La impugnata ordinanza deve dunque essere annullata con rinvio al Giudice per le indagini preliminari del Tribunale di Milano, perché, alla luce del principio sopra evidenziato, voglia rivalutare l’aspetto della intervenuta prescrizione della pena.
1.3 Il terzo motivo è in parte infondato e in parte inammissibile.
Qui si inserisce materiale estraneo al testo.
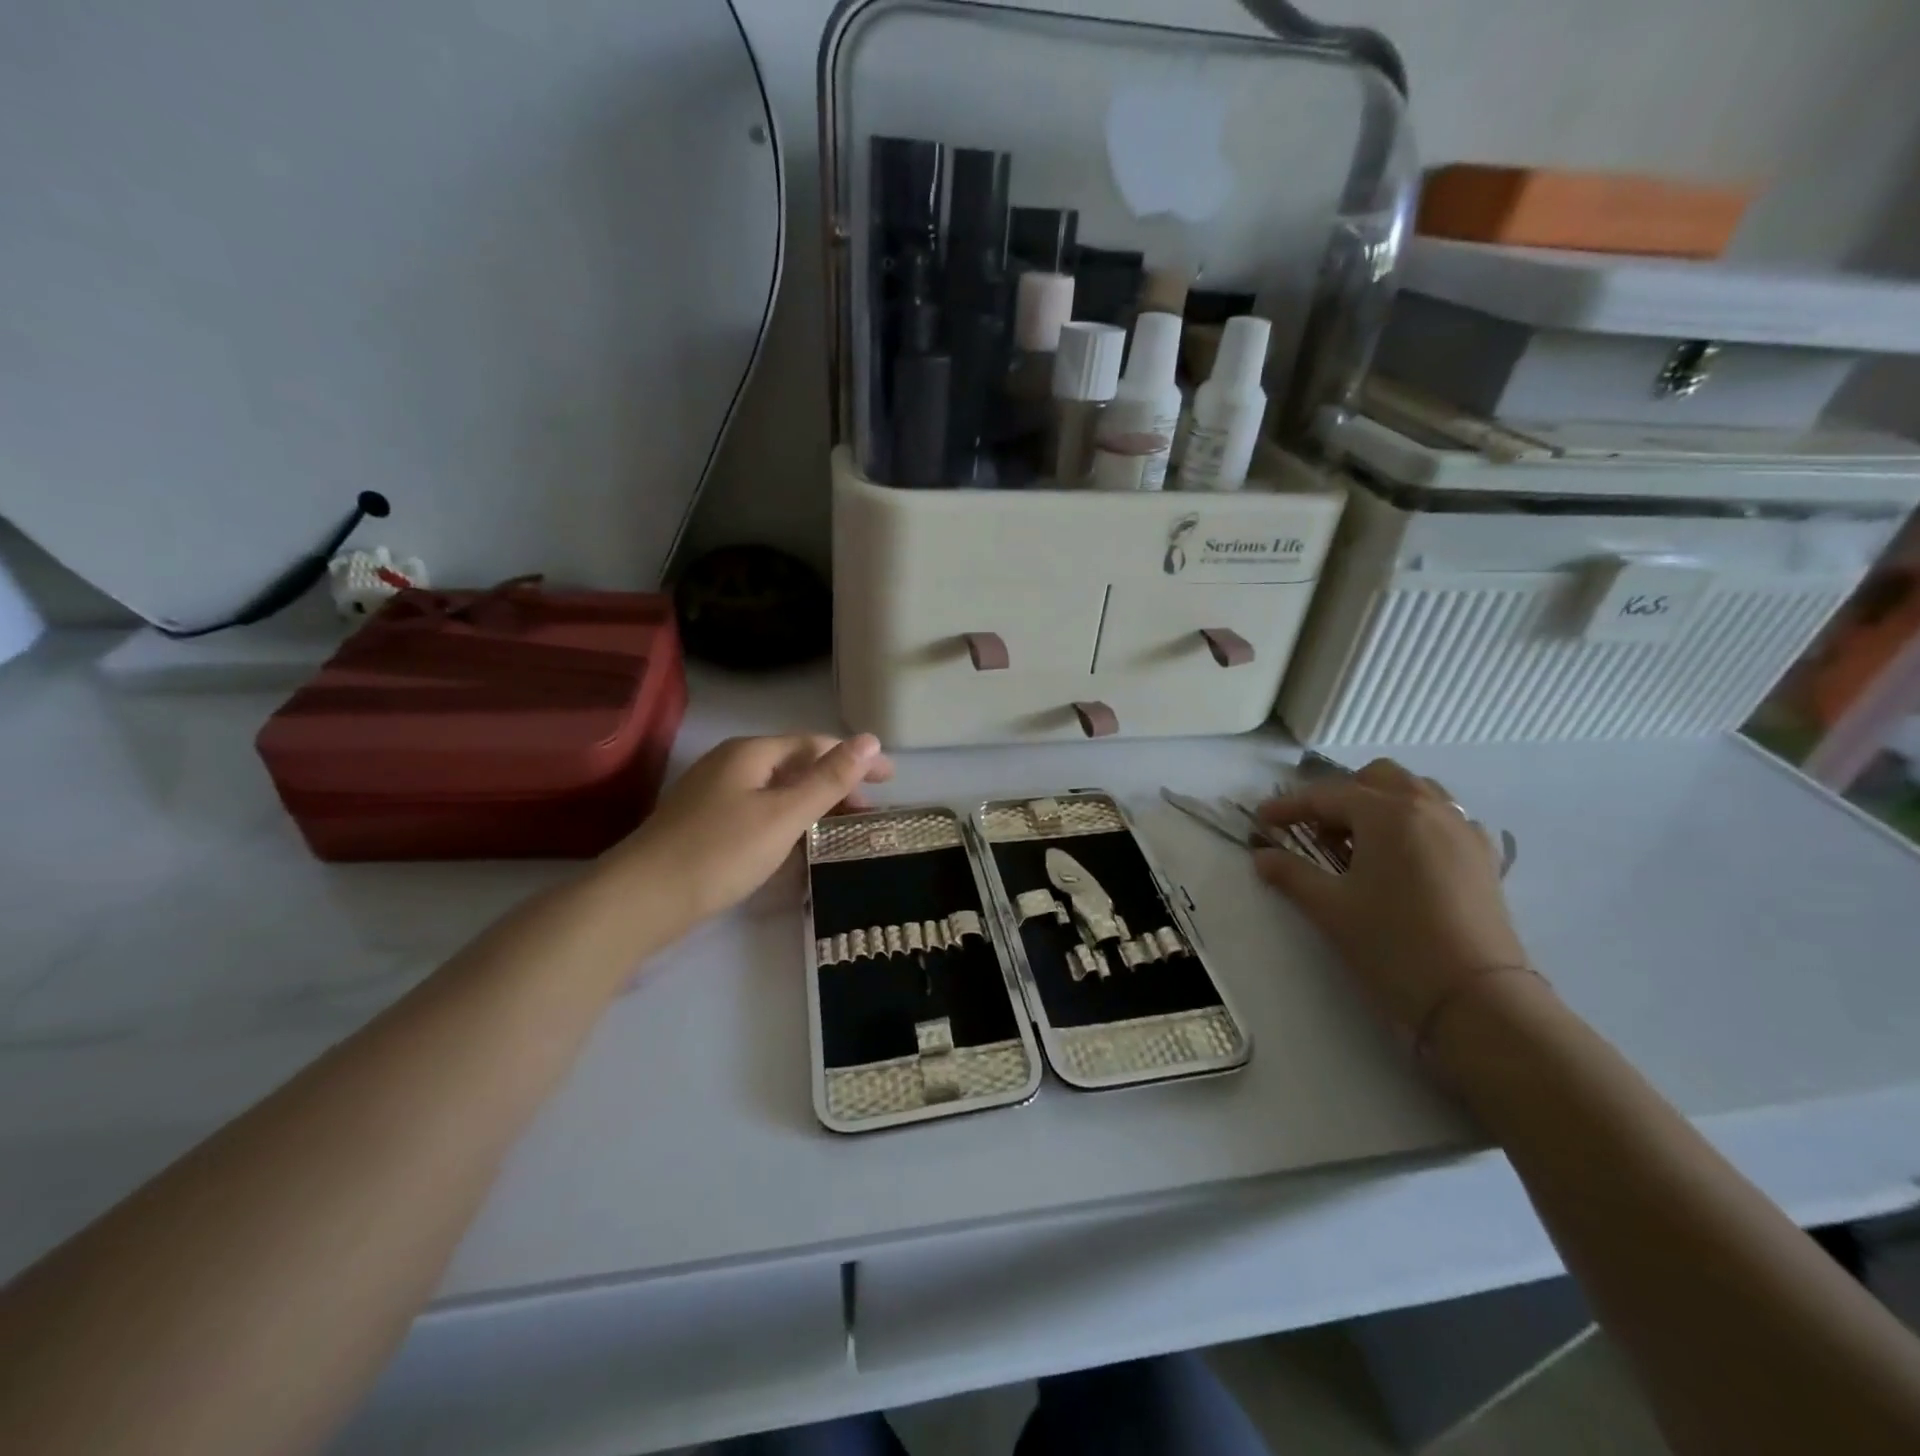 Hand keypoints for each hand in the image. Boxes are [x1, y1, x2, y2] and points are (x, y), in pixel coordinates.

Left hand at [608, 733, 893, 930]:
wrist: (639, 901)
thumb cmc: (719, 852)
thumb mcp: (783, 815)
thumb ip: (829, 779)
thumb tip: (871, 740)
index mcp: (751, 753)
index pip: (816, 744)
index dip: (856, 758)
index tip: (891, 779)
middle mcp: (731, 764)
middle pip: (796, 764)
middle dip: (836, 783)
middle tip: (870, 811)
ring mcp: (714, 794)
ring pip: (777, 790)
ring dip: (813, 803)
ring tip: (842, 827)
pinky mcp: (704, 824)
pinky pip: (759, 811)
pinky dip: (788, 820)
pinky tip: (797, 843)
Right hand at [1253, 759, 1528, 1038]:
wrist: (1476, 998)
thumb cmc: (1393, 944)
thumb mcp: (1330, 908)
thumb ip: (1290, 874)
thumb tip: (1262, 855)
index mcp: (1386, 813)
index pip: (1325, 796)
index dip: (1288, 807)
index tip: (1260, 820)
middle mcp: (1427, 808)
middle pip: (1376, 778)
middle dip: (1341, 796)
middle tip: (1316, 831)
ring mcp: (1461, 829)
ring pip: (1415, 791)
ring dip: (1380, 803)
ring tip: (1359, 841)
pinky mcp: (1483, 856)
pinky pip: (1444, 818)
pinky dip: (1416, 823)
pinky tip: (1403, 857) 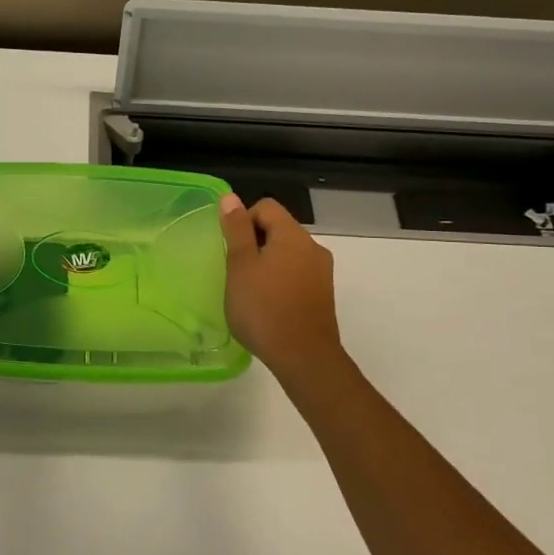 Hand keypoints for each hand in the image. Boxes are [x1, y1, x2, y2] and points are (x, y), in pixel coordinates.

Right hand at [218, 195, 346, 381]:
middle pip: (278, 228)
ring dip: (266, 263)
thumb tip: (231, 198)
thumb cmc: (263, 308)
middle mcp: (313, 247)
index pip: (266, 207)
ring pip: (287, 253)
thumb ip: (236, 230)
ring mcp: (321, 272)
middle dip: (254, 243)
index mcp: (293, 235)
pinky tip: (267, 304)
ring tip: (249, 289)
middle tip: (235, 270)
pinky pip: (297, 274)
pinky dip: (280, 280)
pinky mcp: (323, 294)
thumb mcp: (240, 266)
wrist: (303, 357)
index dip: (242, 221)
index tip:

Circa il rilievo dell’indulto applicato dal Tribunale di Lucca, quale giudic dell’esecuzione, al reato di cui alla sentenza della Corte di Appello di Firenze in data 15 ottobre 2009, si osserva che in tema di esecuzione, non è suscettibile di applicazione analogica la previsione di cui all’art. 671, comma 3, cod. proc. pen. nel caso in cui le pene ostative alla concessione della sospensione condizionale sono state dichiarate estinte per indulto, posto che la concessione di tale beneficio, pur estinguendo la pena e facendone cessare l’espiazione, non elimina gli altri effetti penali scaturenti “ope legis” dalla condanna. (Sez. 1, Sentenza n. 29877 del 24/03/2023).
La doglianza circa la carenza di istruttoria, in particolare circa la mancata acquisizione del provvedimento concessivo dell’indulto, poi, è inammissibile, in quanto generica; il ricorrente si limita a ipotizzare che in un atto potrebbero esserci elementi tali da paralizzare la richiesta di revoca, senza nessuna maggiore specificazione, senza produrre l’atto e, in relazione al tenore del provvedimento, senza neppure sottoporre la questione al giudice dell’esecuzione, nel corso del procedimento.
Ciò in quanto, anche in tema di incidente di esecuzione, il ricorso per cassazione non può devolvere questioni diverse da quelle proposte con la richiesta
e sulle quali il giudice di merito non è stato chiamato a decidere; peraltro, dalla dichiarata inammissibilità in sede di legittimità non deriva, in concreto, lesione alcuna per la parte, che ben potrà far valere la diversa questione con altra richiesta, dal momento che il divieto del “ne bis in idem ” non opera per le nuove istanze, fondate su presupposti di fatto e motivi di diritto prima non prospettati (Sez. 1, Sentenza n. 9780 del 11/01/2017).
PQM
Annulla l’ordinanza impugnata limitatamente al punto concernente la prescrizione della pena con rinvio per nuovo giudizio al Gip del Tribunale di Milano. Rigetta il ricorso nel resto.